• Michael Milgraum

Posted by Dr. Milgraum on June 15, 2010


Last weekend, I had to suffer through one of those inane comedy-action-animated kid’s movies, for the sake of giving my child a reward I had promised her. The movie is called “Megamind.” While it was empty, silly and over-stimulating, upon reflection, I have come to the conclusion that the movie makes a powerful statement about our times. The movie follows the lives of two aliens, sent as infants to earth. One lands in the lap of luxury and opportunity and is raised by loving and encouraging parents. This alien, who eventually takes on the name Metroman, is super-buff, handsome and oozes charm. The other alien, lands smack in the middle of prison, is raised by convicts, and develops an overgrown grudge against society, especially the privileged and adored Metroman. This second alien takes on the name Megamind, an acknowledgement of his exceptionally large brain and considerable mental prowess, which he uses to produce diabolical and destructive gadgets. The two aliens pursue a lifelong battle with each other, Metroman to protect his beloved city and Megamind to defeat his rival and wreck theatrical havoc, as part of the process.


I will not bore you with the movie’s convoluted plot. What is interesting, though, is how both characters have epic, exciting conflicts and adventures, but at the same time, live empty lives, devoid of any true meaning. Metroman ends up faking his own death, because he is tired of the Superhero gig. He lives as a hermit, composing terrible music, which entertains only himself. Megamind, left without an arch foe, quickly conquers the city, but is then left aimless and bored, without a purpose. He becomes so desperate, that he creates another good guy superhero, so he can have something to fight. He goes on to battle with his creation, who is an ignorant, infantile and crass bore, and, at the movie’s climax, Megamind tells his new foe that the winner, in the battle of superheroes, is the one who fights with the most theatrical style.


Megamind eventually finds something beyond himself to fight for, the clichéic woman he loves. However, what is so painfully and sadly striking about this movie is how much intuitive sense it makes to those living in our times.
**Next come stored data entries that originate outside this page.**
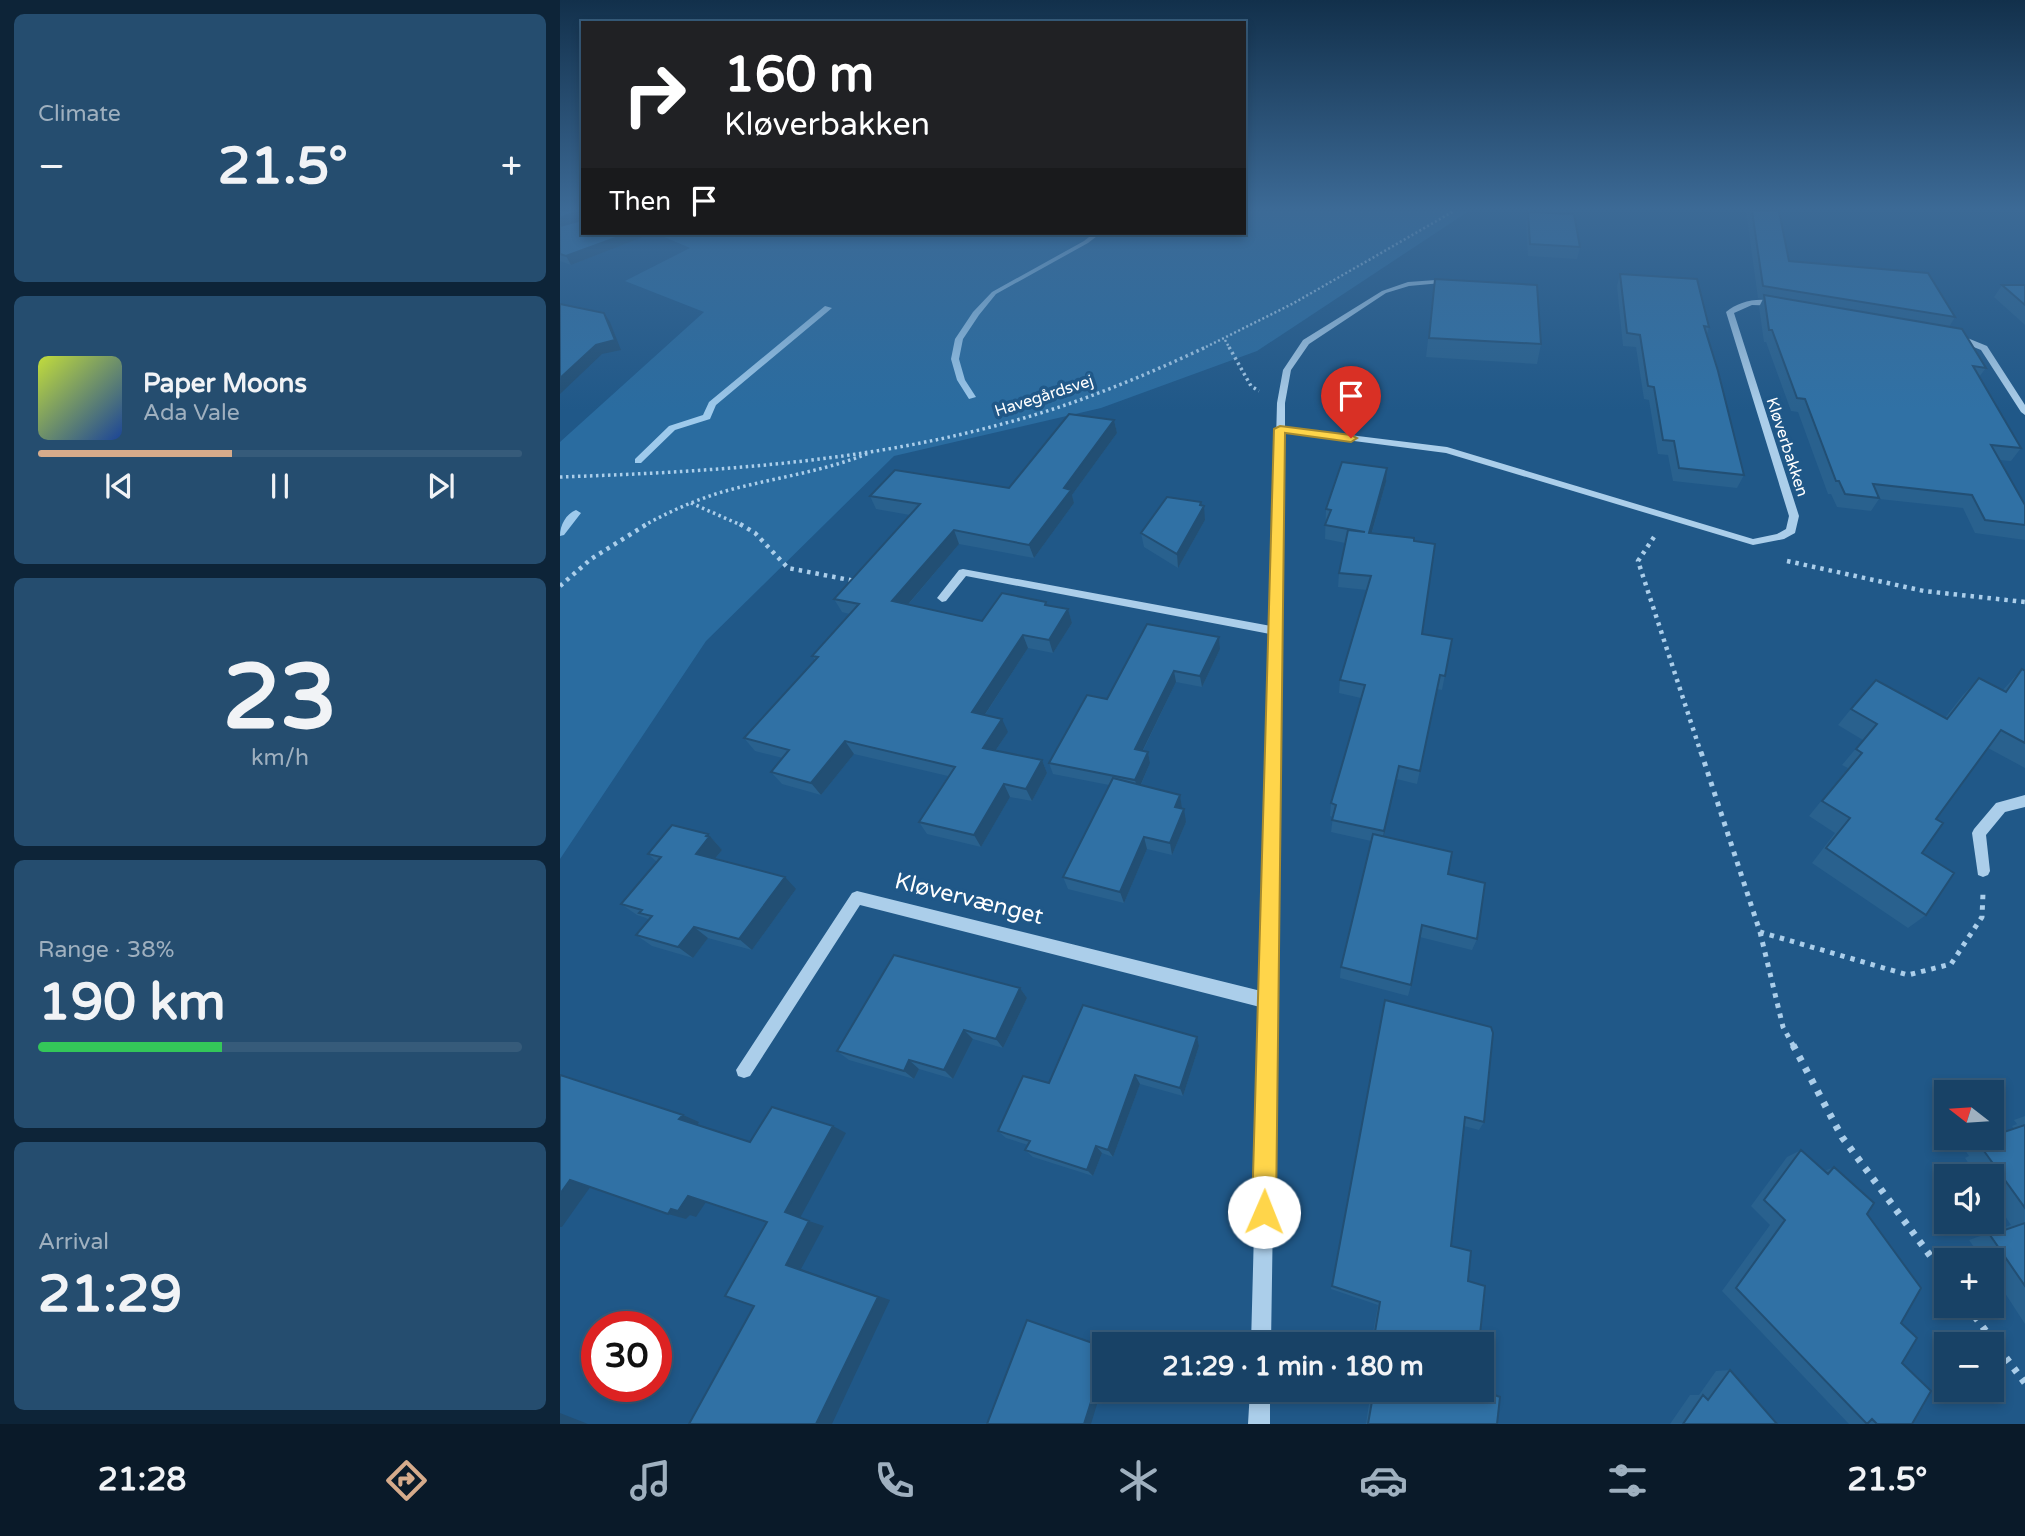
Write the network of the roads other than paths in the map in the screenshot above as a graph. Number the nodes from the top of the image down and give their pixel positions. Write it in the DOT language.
graph roads {
  1 [pos="1455,281"];
  2 [pos="1792,307"];
  3 [pos="1942,333"];
  4 [pos="2025,412"];
  5 [pos="1280,429"];
  6 [pos="942,598"];
  7 [pos="1276,631"];
  8 [pos="2025,802"];
  9 [pos="1983,871"];
  10 [pos="1269,1001"];
  11 [pos="744,1070"];
  12 [pos="1261,1332"];
  13 [pos="1260,1402"];
  14 [pos="1259,1424"];
  1 -- 5 [label="street"];
  2 -- 5 [label="street, Kløverbakken"];
  3 -- 4 [label="street"];
  5 -- 7 [label="street"];
  6 -- 7 [label="street"];
  7 -- 10 [label="street"];
  8 -- 9 [label="street"];
  10 -- 11 [label="street, Kløvervænget"];
  10 -- 12 [label="street"];
  13 -- 14 [label="street"];
}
The movie’s protagonists are the reflection of a postmodern society, which has all it needs, in terms of financial resources, but is haunted by the question “What am I living for?” Some people seek to soothe this existential emptiness by filling up their time with entertainments of various types—movies, video games, drugs, serial relationships, etc. Such people seek the bigger and bigger thrill and are just like Megamind’s motto that the winner is the one who created the greatest theatrical event. Other’s, like Megamind, try to create a cause to live for or fight against, but are frequently haunted by the question, “If I created it, is it really an important purpose for living or just another pastime.”
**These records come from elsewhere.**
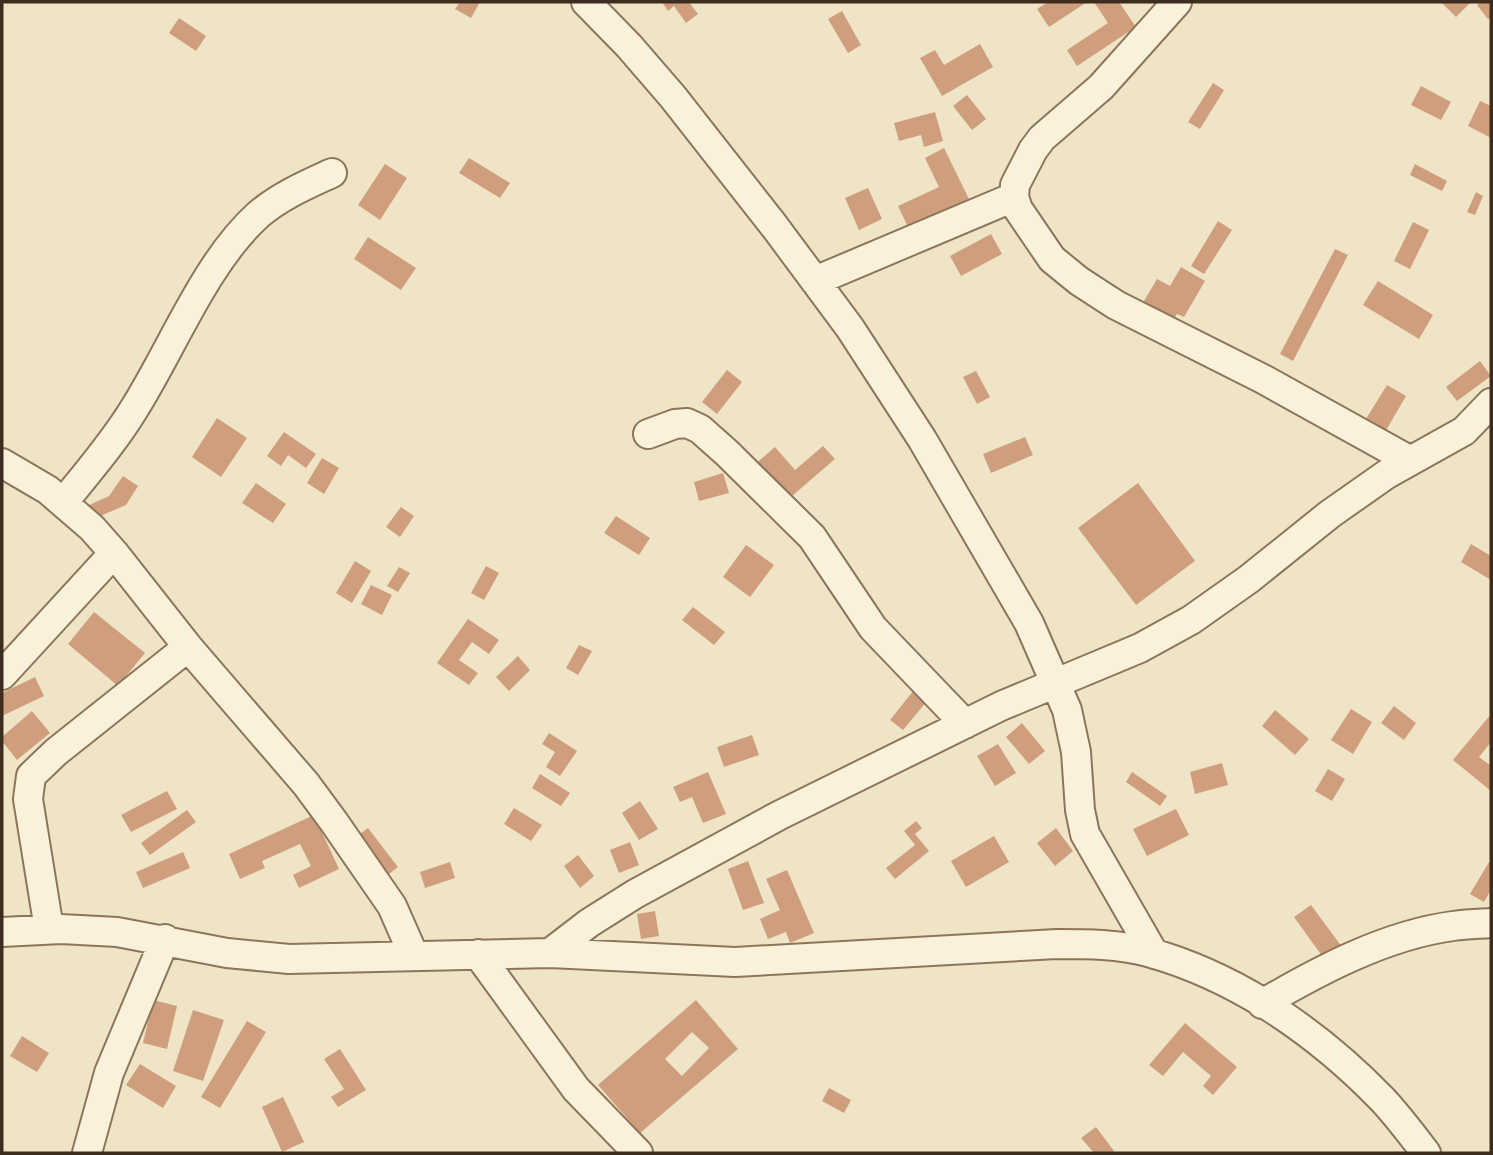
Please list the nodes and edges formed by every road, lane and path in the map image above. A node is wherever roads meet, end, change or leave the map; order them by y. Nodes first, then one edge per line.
1 (586, 2) edge
2 (1177, 2) edge
3 (332, 173) dead end
4 (1014, 197) junction
5 (815, 281) junction
6 (1491, 403) edge
7 (648, 434) dead end
8 (1409, 460) junction
9 (2, 463) edge
10 (63, 503) junction
11 (114, 552) junction
12 (188, 647) junction
13 (2, 674) edge
14 (1055, 683) junction
15 (965, 724) junction
16 (1491, 923) edge
17 (49, 929) junction
18 (2, 932) edge
19 (165, 939) junction
20 (550, 953) junction
21 (478, 954) junction
22 (1154, 954) junction
23 (414, 956) junction
24 (1262, 1004) junction
25 (87, 1153) edge
26 (638, 1153) edge
27 (1426, 1153) edge

1 - 5 street
2 - 4 street
3 - 10 street
4 - 5 street
4 - 8 street
5 - 14 street
6 - 8 street
7 - 15 street
8 - 14 street
9 - 10 street
10 - 11 street
11 - 12 street
11 - 13 street
12 - 17 street
12 - 23 street
14 - 15 street
14 - 22 street
15 - 20 street
16 - 24 street
17 - 18 street
17 - 19 street
19 - 23 street
19 - 25 street
20 - 21 street
20 - 22 street
21 - 23 street
21 - 26 street
22 - 24 street
24 - 27 street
The brilliant and incisive psychiatrist Victor Frankl devoted his life work to this very issue, that is, man’s essential desire for a purpose in life. Frankl, who survived the horrors of Auschwitz, said that his concentration camp experience succeeded in only deepening his conviction that man can maintain a sense of dignity and hope, in even the worst of circumstances, as long as his life is guided by a meaning, a higher purpose, that he is living for. That meaning may take on different forms, but one fundamental characteristic is that it is something beyond oneself and greater than oneself. For many of us the welfare of others provides a primary and lifelong meaning that sustains us and motivates us. Frankl remained intellectually productive into his 90’s, when he published a book called Man’s Search for Ultimate Meaning. In this book, he emphasizes that what makes us uniquely human is that, moment to moment, we have the responsibility to choose between following the dictates of our conscience or ignoring it. And this conscience that speaks within us hints at the existence of a higher morality, that we did not create, but, on the contrary, to be fully human, we must serve. Frankl views this higher morality as a real and vital force, which can ultimately connect us with our spiritual core and our spiritual origins. Frankl also pointed to research findings that there was a positive association between feeling that one is living a meaningful life and mental health. In my own clinical experience, I have repeatedly seen patients who have found a higher meaning to live for, and subsequently, their symptoms of mental illness started to improve. Another splendid exposition of Frankl’s thought is in the worldwide bestseller Man’s Search for Meaning, this book being more accessible (requiring less knowledge of the field of psychology) than the book mentioned above. However, I think one can best benefit from his point of view by reading both books (neither one is long). Without such enriching perspectives, we having nothing left but over-stimulating, bad and boring theatre.